This revised patch also removes the include of hugetlb.h from node.h.

Lee

---

PATCH 5/6 hugetlb:  register per node hugepages attributes

Against: 2.6.31-rc6-mmotm-090820-1918

V2:  remove dependency on kobject private bitfield.  Search
     global hstates then all per node hstates for kobject
     match in attribute show/store functions.

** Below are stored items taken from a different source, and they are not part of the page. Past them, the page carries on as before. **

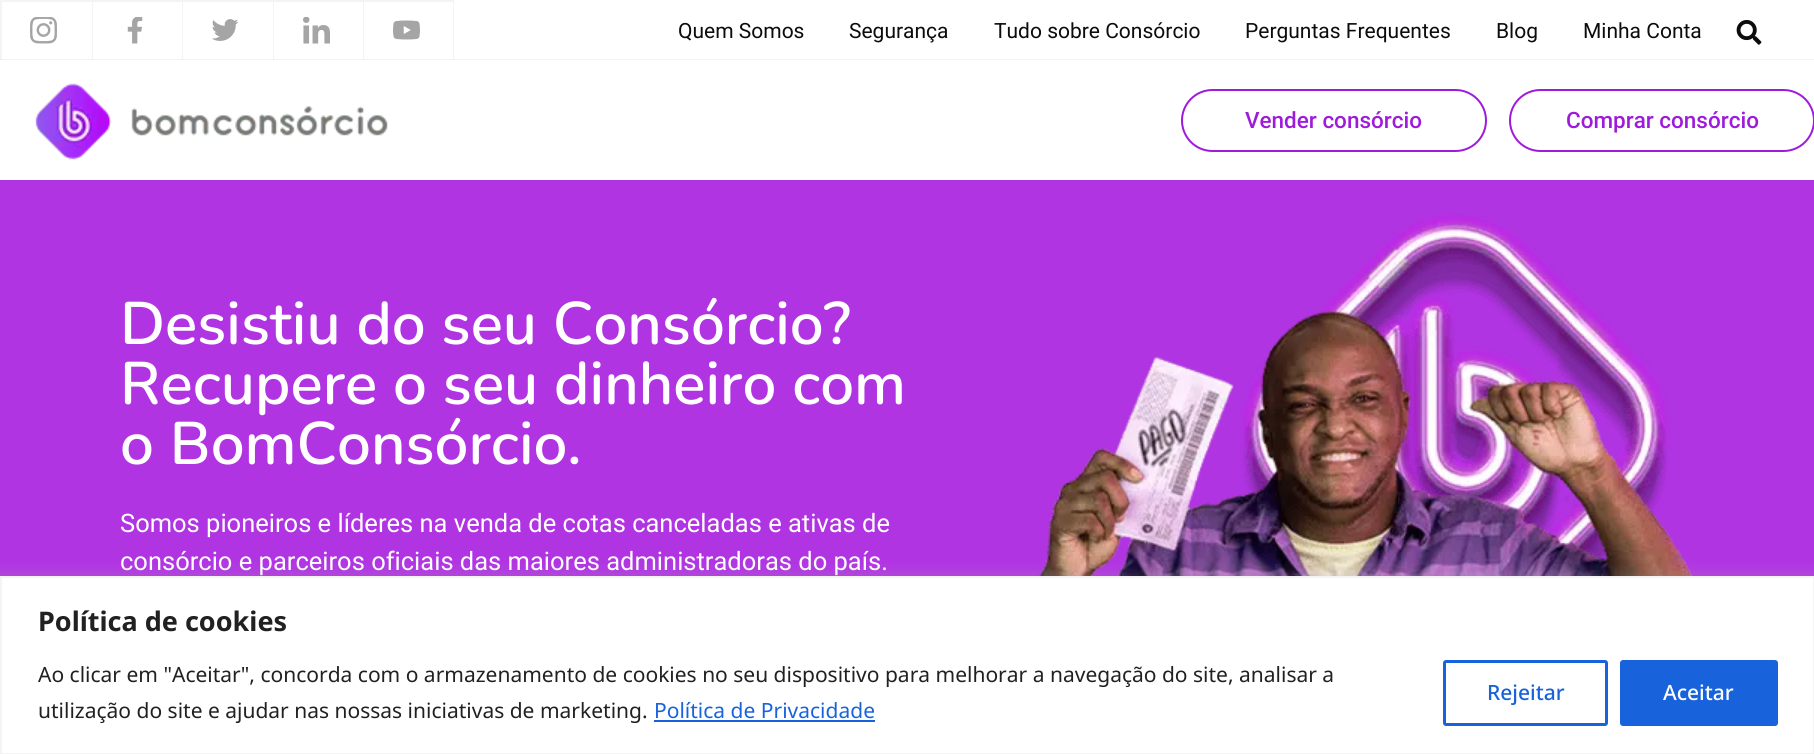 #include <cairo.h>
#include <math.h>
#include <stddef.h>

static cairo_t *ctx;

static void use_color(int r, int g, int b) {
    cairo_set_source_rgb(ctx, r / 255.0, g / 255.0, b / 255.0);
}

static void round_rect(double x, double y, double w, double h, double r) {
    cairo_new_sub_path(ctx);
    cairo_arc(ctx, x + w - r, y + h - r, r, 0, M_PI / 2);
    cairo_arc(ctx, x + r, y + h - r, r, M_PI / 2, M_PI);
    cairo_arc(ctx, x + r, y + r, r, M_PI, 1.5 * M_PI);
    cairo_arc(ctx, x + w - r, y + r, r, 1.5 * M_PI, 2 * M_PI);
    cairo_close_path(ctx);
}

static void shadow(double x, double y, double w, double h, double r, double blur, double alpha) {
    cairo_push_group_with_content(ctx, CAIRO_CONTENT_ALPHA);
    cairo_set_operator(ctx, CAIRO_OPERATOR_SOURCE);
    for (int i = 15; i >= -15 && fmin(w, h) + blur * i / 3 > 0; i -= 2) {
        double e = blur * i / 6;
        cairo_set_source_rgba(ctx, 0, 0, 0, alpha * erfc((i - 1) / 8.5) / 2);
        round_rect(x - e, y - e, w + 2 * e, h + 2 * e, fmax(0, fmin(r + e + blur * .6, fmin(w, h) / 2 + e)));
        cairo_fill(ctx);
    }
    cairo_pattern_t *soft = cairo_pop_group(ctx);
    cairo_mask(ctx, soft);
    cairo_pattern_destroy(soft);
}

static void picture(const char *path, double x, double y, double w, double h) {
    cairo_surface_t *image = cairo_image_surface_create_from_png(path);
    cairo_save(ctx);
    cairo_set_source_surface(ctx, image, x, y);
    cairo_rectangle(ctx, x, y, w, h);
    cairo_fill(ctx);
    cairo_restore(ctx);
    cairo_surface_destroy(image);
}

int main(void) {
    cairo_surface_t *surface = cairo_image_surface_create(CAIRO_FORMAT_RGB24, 1814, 754);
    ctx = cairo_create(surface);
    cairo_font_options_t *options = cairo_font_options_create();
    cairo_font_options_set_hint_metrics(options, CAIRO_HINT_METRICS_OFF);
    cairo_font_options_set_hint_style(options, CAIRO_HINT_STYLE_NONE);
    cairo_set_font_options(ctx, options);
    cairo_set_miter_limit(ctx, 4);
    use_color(255, 255, 255);
    cairo_paint(ctx);
    use_color(244, 244, 244);
    cairo_rectangle(ctx, 0, 59, 1814, 1);
    cairo_fill(ctx);
    cairo_new_path(ctx);
    cairo_move_to(ctx, 0, 0);
    cairo_line_to(ctx, 92, 0);
    cairo_line_to(ctx, 92, 2);
    cairo_line_to(ctx, 2, 2);
    cairo_close_path(ctx);
    cairo_fill(ctx);
    cairo_set_source_rgba(ctx, 0.478, 0.478, 0.478, 0.08);
    cairo_new_path(ctx);
    cairo_move_to(ctx, 0, 68);
    cairo_line_to(ctx, 0, 0);
    cairo_line_to(ctx, 2, 2);
    cairo_line_to(ctx, 2, 68);
    cairo_close_path(ctx);
    cairo_fill(ctx);
    picture("img1.png", 30, 17, 27, 27);
    use_color(244, 244, 244);
    cairo_new_path(ctx);
    cairo_move_to(ctx, 92, 0);
    cairo_line_to(ctx, 182, 0);
    cairo_line_to(ctx, 182, 2);
    cairo_line_to(ctx, 93, 2);
    cairo_close_path(ctx);
    cairo_fill(ctx);
    cairo_set_source_rgba(ctx, 0.478, 0.478, 0.478, 0.08);
    cairo_new_path(ctx);
    cairo_move_to(ctx, 92, 68);
    cairo_line_to(ctx, 92, 0);
    cairo_line_to(ctx, 93, 2);
    cairo_line_to(ctx, 93, 68);
    cairo_close_path(ctx);
    cairo_fill(ctx);
    picture("img2.png", 127, 17, 16, 27);
    use_color(244, 244, 244);
    cairo_new_path(ctx);
    cairo_move_to(ctx, 182, 0);
    cairo_line_to(ctx, 273, 0);
    cairo_line_to(ctx, 273, 2);
    cairo_line_to(ctx, 183, 2);
    cairo_close_path(ctx);
    cairo_fill(ctx);
    cairo_set_source_rgba(ctx, 0.478, 0.478, 0.478, 0.08);
    cairo_new_path(ctx);
    cairo_move_to(ctx, 182, 68);
    cairo_line_to(ctx, 182, 0);
    cairo_line_to(ctx, 183, 2);
    cairo_line_to(ctx, 183, 68);
    cairo_close_path(ctx);
    cairo_fill(ctx);
    picture("img3.png", 212, 19, 27, 22);
    use_color(244, 244, 244);
    cairo_new_path(ctx);
    cairo_move_to(ctx, 273, 0);
    cairo_line_to(ctx, 363, 0);
    cairo_line_to(ctx, 363, 2);
    cairo_line_to(ctx, 274, 2);
    cairo_close_path(ctx);
    cairo_fill(ctx);
    cairo_set_source_rgba(ctx, 0.478, 0.478, 0.478, 0.08);
    cairo_new_path(ctx);
    cairo_move_to(ctx, 273, 68);
    cairo_line_to(ctx, 273, 0);
    cairo_line_to(ctx, 274, 2);
    cairo_line_to(ctx, 274, 68);
    cairo_close_path(ctx);
    cairo_fill(ctx);
    picture("img4.png", 303, 17, 27, 27);
    use_color(244, 244, 244);
    cairo_new_path(ctx);
    cairo_move_to(ctx, 363, 0);
    cairo_line_to(ctx, 454, 0);
    cairo_line_to(ctx, 453, 2);
    cairo_line_to(ctx, 364, 2);
    cairo_close_path(ctx);
    cairo_fill(ctx);
    cairo_set_source_rgba(ctx, 0.478, 0.478, 0.478, 0.08);
    cairo_new_path(ctx);
    cairo_move_to(ctx, 454, 0);
    cairo_line_to(ctx, 454, 68);
    cairo_line_to(ctx, 453, 68);
    cairo_line_to(ctx, 453, 2);
    cairo_close_path(ctx);
    cairo_fill(ctx);
    cairo_new_path(ctx);
    cairo_move_to(ctx, 363, 68);
    cairo_line_to(ctx, 363, 0);
    cairo_line_to(ctx, 364, 2);
    cairo_line_to(ctx, 364, 68);
    cairo_close_path(ctx);
    cairo_fill(ctx);
    picture("img5.png", 393, 20, 27, 20);
    cairo_select_font_face(ctx, "Roboto", CAIRO_FONT_SLANT_NORMAL, CAIRO_FONT_WEIGHT_NORMAL);
    cairo_set_font_size(ctx, 21);
    use_color(12, 12, 12);
    cairo_move_to(ctx, 678, 38);
    cairo_show_text(ctx, "Quem Somos");
    cairo_move_to(ctx, 849, 38);
    cairo_show_text(ctx, "Segurança");
    cairo_move_to(ctx, 994, 38);
    cairo_show_text(ctx, "Tudo sobre Consórcio");
    cairo_move_to(ctx, 1245, 38);
    cairo_show_text(ctx, "Perguntas Frequentes");
    cairo_move_to(ctx, 1496, 38);
    cairo_show_text(ctx, "Blog");
    cairo_move_to(ctx, 1583, 38);
    cairo_show_text(ctx, "Minha Conta");
    picture("img6.png", 1736, 20, 26, 25);
    use_color(255, 255, 255);
    cairo_rectangle(ctx, 0, 60, 454, 8);
    cairo_fill(ctx);
    picture("img7.png", 35, 83, 353, 77);
    round_rect(1182, 90, 304, 61, 30.5);
    use_color(158, 27, 219);
    cairo_stroke(ctx);
    cairo_select_font_face(ctx, "Roboto Medium", CAIRO_FONT_SLANT_NORMAL, CAIRO_FONT_WEIGHT_NORMAL);
    cairo_set_font_size(ctx, 22.5);
    cairo_move_to(ctx, 1245, 128);
    cairo_show_text(ctx, "Vender consórcio");
    round_rect(1510, 90, 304, 61, 30.5);
    cairo_stroke(ctx);
    cairo_move_to(ctx, 1566, 128);
    cairo_show_text(ctx, "Comprar consórcio");
    use_color(177, 52, 227);
    cairo_rectangle(ctx, 0, 180, 1814, 396);
    cairo_fill(ctx);
    cairo_select_font_face(ctx, "Nunito SemiBold", CAIRO_FONT_SLANT_NORMAL, CAIRO_FONT_WEIGHT_NORMAL);
    cairo_set_font_size(ctx, 60);
    use_color(255, 255, 255);
    cairo_move_to(ctx, 120, 344);
    cairo_show_text(ctx, "Desistiu do seu Consórcio?");
    cairo_move_to(ctx, 120, 404);
    cairo_show_text(ctx, "Recupere o seu dinheiro com");
    cairo_move_to(ctx, 120, 464);
    cairo_show_text(ctx, "o BomConsórcio.");
    cairo_select_font_face(ctx, "Roboto", CAIRO_FONT_SLANT_NORMAL, CAIRO_FONT_WEIGHT_NORMAL);
    cairo_set_font_size(ctx, 25.5);
    cairo_move_to(ctx, 120, 532);
    cairo_show_text(ctx, "Somos pioneiros e líderes na venda de cotas canceladas e ativas de");
    cairo_move_to(ctx, 120, 570);
    cairo_show_text(ctx, "consórcio e parceiros oficiais das maiores administradoras do país.");
    picture("img8.png", 1039, 214, 654, 362);
    use_color(172, 171, 171);
    shadow(0, 575, 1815, 178, 0, 7.5, 0.3);
    use_color(255, 255, 255);
    cairo_rectangle(ctx, 1, 577, 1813, 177);
    cairo_fill_preserve(ctx);
    use_color(244, 244, 244);
    cairo_stroke(ctx);
    cairo_select_font_face(ctx, "Noto Sans", CAIRO_FONT_SLANT_NORMAL, CAIRO_FONT_WEIGHT_BOLD);
    cairo_set_font_size(ctx, 27);
    use_color(33, 33, 33);
    cairo_move_to(ctx, 38, 631);
    cairo_show_text(ctx, "Política de cookies");
    cairo_select_font_face(ctx, "Noto Sans", CAIRO_FONT_SLANT_NORMAL, CAIRO_FONT_WEIGHT_NORMAL);
    cairo_set_font_size(ctx, 21);
    cairo_move_to(ctx, 38, 682);
    cairo_show_text(ctx, "Ao clicar em \"Aceitar\", concorda com o armazenamento de cookies no seu dispositivo para melhorar a navegação do site, analisar a");
    cairo_move_to(ctx, 38, 718);
    cairo_show_text(ctx, "utilização do site e ajudar nas nossas iniciativas de marketing.");
    use_color(24, 99, 220);
    cairo_move_to(ctx, 654, 718);
    cairo_show_text(ctx, "Política de Privacidade");
    cairo_rectangle(ctx, 654, 720, 221, 2);
    cairo_fill(ctx);
    round_rect(1444.5, 661.5, 162, 63, 1.5);
    cairo_set_line_width(ctx, 3);
    cairo_stroke(ctx);
    cairo_select_font_face(ctx, "Noto Sans Medium", CAIRO_FONT_SLANT_NORMAL, CAIRO_FONT_WEIGHT_NORMAL);
    cairo_move_to(ctx, 1487, 700);
    cairo_show_text(ctx, "Rejeitar");
    round_rect(1621.5, 661.5, 155, 63, 1.5);
    cairo_fill_preserve(ctx);
    cairo_stroke(ctx);
    use_color(255, 255, 255);
    cairo_move_to(ctx, 1663, 700);
    cairo_show_text(ctx, "Aceitar");
    cairo_surface_write_to_png(surface, "result.png");
    cairo_font_options_destroy(options);
    cairo_destroy(ctx);
    cairo_surface_destroy(surface);
    return 0;
}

V3:  rebase atop the mempolicy-based hugepage alloc/free;
     use custom "nodes_allowed" to restrict alloc/free to
     a specific node via per node attributes.  Per node
     attribute overrides mempolicy.  I.e., mempolicy only
     applies to global attributes.

V4:  Fix issues raised by Mel Gorman:
     + add !NUMA versions of hugetlb_[un]register_node()
     + rename 'hi' to 'i' in kobj_to_node_hstate()
     + rename (count, input) to (len, count) in nr_hugepages_store()
     + moved per node hugepages_kobj and hstate_kobjs[] from the
       struct node [sysdev] to hugetlb.c private arrays.
     + changed registration mechanism so that hugetlbfs [a module]
       register its attributes registration callbacks with the node
       driver, eliminating the dependency between the node driver
       and hugetlbfs.  From it's init func, hugetlbfs will register
       all on-line nodes' hugepage sysfs attributes along with
       hugetlbfs' attributes register/unregister functions.  The
       node driver will use these functions to [un]register nodes
       with hugetlbfs on node hot-plug.
     + replaced hugetlb.c private "nodes_allowed_from_node()" with
       generic "alloc_nodemask_of_node()".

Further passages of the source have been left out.